How the daily target is calculated

Mifflin-St Jeor BMR (when computed for you): BMR = 10·weight + 6.25·height − 5·age + (5 if male else −161). TDEE = BMR × activity factor. Daily deficit = (rate × 7700) ÷ 7 for kg, or (rate × 3500) ÷ 7 for lb. Daily target = TDEE − daily deficit, with a floor at 1,500 kcal (men) or 1,200 kcal (women). Weeks to goal = (current − target) ÷ rate.

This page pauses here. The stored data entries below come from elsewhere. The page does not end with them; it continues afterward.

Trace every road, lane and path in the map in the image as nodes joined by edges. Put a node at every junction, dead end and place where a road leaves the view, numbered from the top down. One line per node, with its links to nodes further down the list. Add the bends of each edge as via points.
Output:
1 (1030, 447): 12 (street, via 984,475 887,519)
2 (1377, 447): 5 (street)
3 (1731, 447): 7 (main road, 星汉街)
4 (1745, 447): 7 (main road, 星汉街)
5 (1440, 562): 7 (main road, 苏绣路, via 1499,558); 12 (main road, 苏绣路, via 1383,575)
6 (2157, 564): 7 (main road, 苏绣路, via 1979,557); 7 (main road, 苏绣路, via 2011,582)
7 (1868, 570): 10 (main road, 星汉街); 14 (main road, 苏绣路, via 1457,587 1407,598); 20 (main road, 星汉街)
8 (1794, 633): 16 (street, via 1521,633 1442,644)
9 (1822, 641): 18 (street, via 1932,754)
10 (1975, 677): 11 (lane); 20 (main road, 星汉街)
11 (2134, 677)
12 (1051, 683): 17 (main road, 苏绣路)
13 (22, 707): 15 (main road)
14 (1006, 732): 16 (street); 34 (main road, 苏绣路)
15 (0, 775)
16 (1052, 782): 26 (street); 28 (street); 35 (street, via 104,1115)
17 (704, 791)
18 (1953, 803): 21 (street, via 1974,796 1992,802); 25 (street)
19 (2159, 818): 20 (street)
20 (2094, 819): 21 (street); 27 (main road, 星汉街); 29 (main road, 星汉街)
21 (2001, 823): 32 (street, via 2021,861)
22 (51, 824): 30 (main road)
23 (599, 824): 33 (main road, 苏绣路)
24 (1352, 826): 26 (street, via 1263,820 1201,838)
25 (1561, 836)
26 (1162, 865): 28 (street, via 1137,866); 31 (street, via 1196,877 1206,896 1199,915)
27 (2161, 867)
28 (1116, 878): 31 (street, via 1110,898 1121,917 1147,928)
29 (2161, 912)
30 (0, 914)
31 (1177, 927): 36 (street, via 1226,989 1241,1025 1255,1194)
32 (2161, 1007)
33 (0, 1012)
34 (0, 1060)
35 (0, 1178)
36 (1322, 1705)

Sustainable rates and what they cost

Faster isn't always better. The table below shows weekly rates, the daily deficit they imply, and the typical experience.

Rate Daily deficit Notes
0.25 kg / 0.5 lb~ 275 kcalEasy to maintain, minimal muscle loss
0.5 kg / 1 lb~ 550 kcalRecommended baseline
0.75 kg / 1.5 lb~ 825 kcalUse only short-term, with high protein
1 kg / 2 lb~ 1100 kcalNot sustainable for most people

Frequently asked questions

Is the 7,700 kcal/kg rule accurate?
It's a simplification. Real fat loss varies because the body adapts (NEAT drops, BMR shifts, water/glycogen changes mask scale weight). Treat it as a starting estimate and adjust based on 2-3 weeks of real data.
Why is there a minimum calorie floor?
Going below ~1,200 kcal (women) or 1,500 kcal (men) for prolonged periods makes it hard to meet protein, vitamin and mineral needs, and increases risk of muscle loss, fatigue, hair loss and binge cycles. Larger people may need higher floors.
How fast should I lose weight?
Most evidence supports 0.5-1% of body weight per week. For an 80 kg person that's roughly 0.4-0.8 kg/week. Faster rates work but cost more in muscle loss, mood, training quality and adherence.
Do I have to count calories every day forever?
No. Tracking for a few weeks is the fastest way to learn portion sizes and food density. Once you've calibrated, many people maintain results with simple habits — protein at every meal, mostly whole foods, and weekly weight checks.
Why isn't the scale moving even though I'm in a deficit?
Water and glycogen swings can mask 2-3 kg of fat loss for weeks. Sodium, menstrual cycle, training volume and stress all affect water. Use a 7-day rolling average and look for a trend over 3-4 weeks before adjusting.
Is this medical advice?
No. It's a general estimation tool. If you have a medical condition, take medication, are pregnant, breastfeeding, or have a history of disordered eating, please work with a doctor or registered dietitian.